1945 (d): An almost-defeated Germany begins a forced evacuation of its 1.8 million citizens from its lands in East Prussia. The evacuation was planned earlier by the General Staff with the understanding that East Prussia could not be defended against concentrated assault. The actual event was triggered by reports of Soviet atrocities as the Red Army plunged into its easternmost frontiers. As civilian panic set in, the orderly, planned evacuation turned into a general rout. The maritime portion of the evacuation used around a thousand vessels for nearly 15 weeks, transporting 350,000 soldiers and upwards of 800,000 civilian refugees to mainland Germany. One of the ships, the passenger liner SS Wilhelm Gustloff, was hit by three torpedoes from a Russian submarine and sank in less than 45 minutes, taking an estimated 7,000 lives to the bottom, the worst maritime disaster in history. After the armistice in May, the Soviets began their own forced expulsion of the remaining civilian Germans, resulting in even more misery, including an estimated 300,000 deaths from starvation and exposure.
1950: Former State Department diplomat Alger Hiss is convicted of perjury. The Soviet files that have been released to date confirm evidence of the crime.
1954: USS Nautilus (SSN-571) is launched in Groton, Connecticut by First Lady Mamie Eisenhower. The modified “Guppy” class submarine was the first ship powered by nuclear energy. She went on to set a number of endurance records and set the stage for a revolution in submarine strategies worldwide.
1961: President Dwight D. Eisenhower gives his farewell address to the nation, in which he warns of the dangers of a Cold War spawned “military-industrial complex” becoming a self-perpetuating cycle of military requirements and defense contractors driving the public fisc into penury.

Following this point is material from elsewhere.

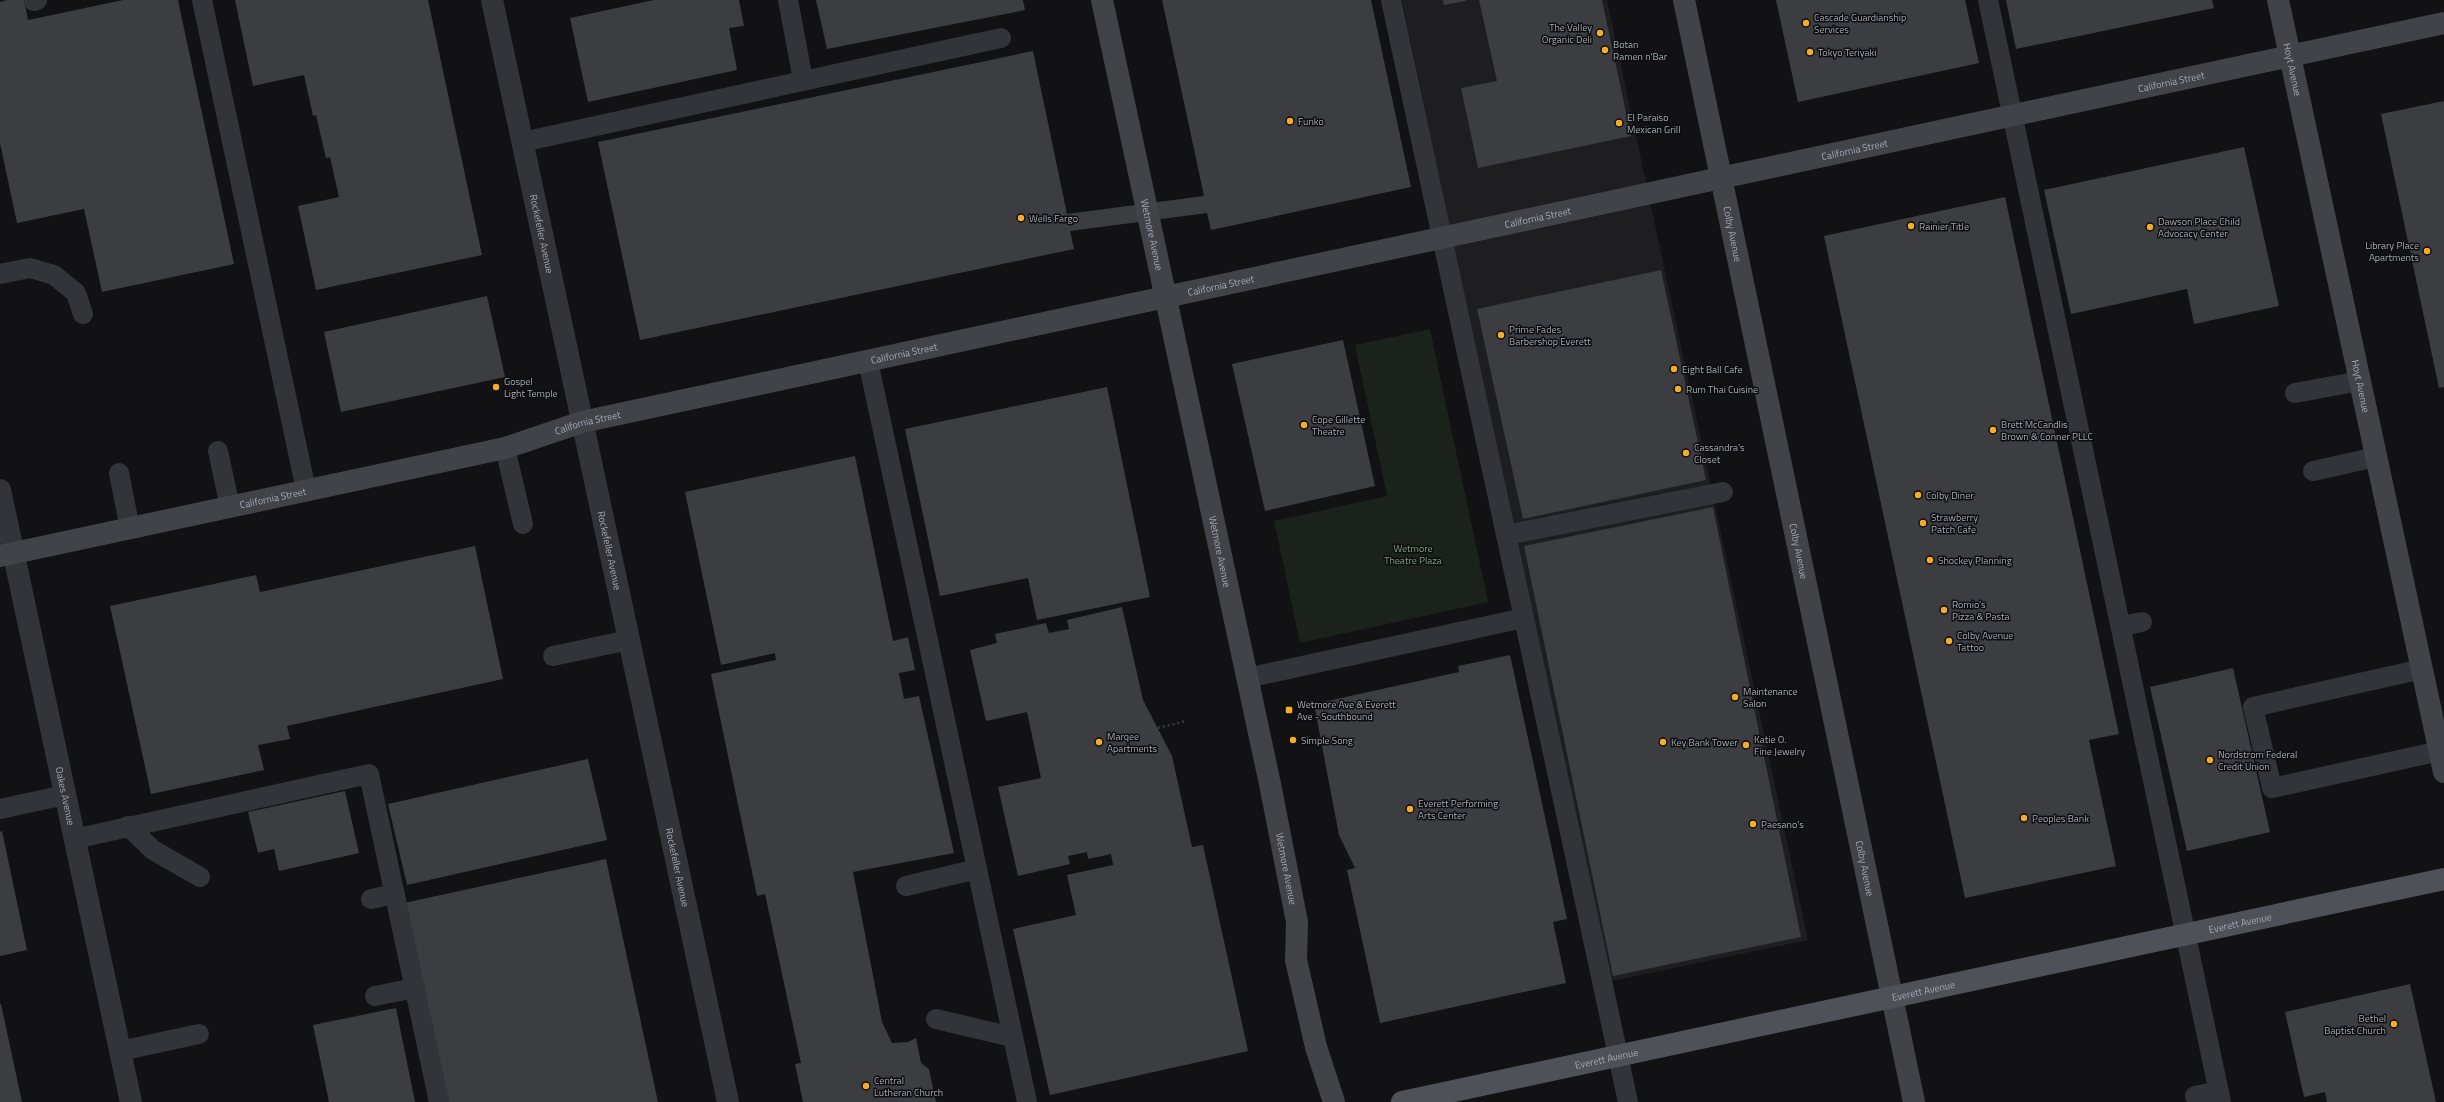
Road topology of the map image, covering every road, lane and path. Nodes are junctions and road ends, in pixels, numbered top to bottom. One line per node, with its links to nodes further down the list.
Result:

1961: Newly elected President John F. Kennedy gives his famous “ask not” inaugural address.
1966: An armed B-52 on a routine deterrent patrol suffers a mid-air collision with its KC-135 tanker over Palomares, Spain. Both planes break up in flight, and three of the four B-28 thermonuclear bombs on board the B-52 fall onto farmland near the tiny coastal Spanish town. Two of them detonate conventionally, spreading nuclear material over a wide area. Cleanup efforts involved removing some 1,400 tons of dirt, and transporting it back to the Savannah River Plant in the United States for burning and disposal. The fourth bomb fell into the sea just offshore, but remained unlocated for over three months. During the massive (34 Navy ships) search effort, which finally succeeded with the deep submersible Alvin, the regular U.S. press briefings degenerated into something like farce. Unable by security rules to confirm or deny the presence of nuclear weapons, at one point the spokesman carefully explained, “I don’t know of any missing bomb, but we have not positively identified what I think you think we are looking for.”
1970: The head of Navy Nuclear Power, the legendary Admiral Hyman G. Rickover, sends a blistering letter up the Navy chain of command, excoriating the concept of applying pseudo-engineering principles to clearly non-engineering processes. He presciently noted, “…it will add another monstrosity to our already vast administrative burden…”, among other sins. He is clearly disgusted with the ability of a bureaucracy to metastasize.
1981: General Motors corporate refugee John DeLorean begins production of his stainless steel DMC-12 sports car in a new factory in Dunmurry, Northern Ireland.
1991: Iraqi dictator Saddam Hussein, attempting to negate politically the devastating air strikes of the Desert Storm coalition, orders the launch of eight SCUD missiles into Israel in a vain attempt to widen the war into a full-blown Arab-Israeli affair. Coalition members Egypt, Saudi Arabia, UAE, Oman, Bahrain, Qatar and Jordan do not take the bait.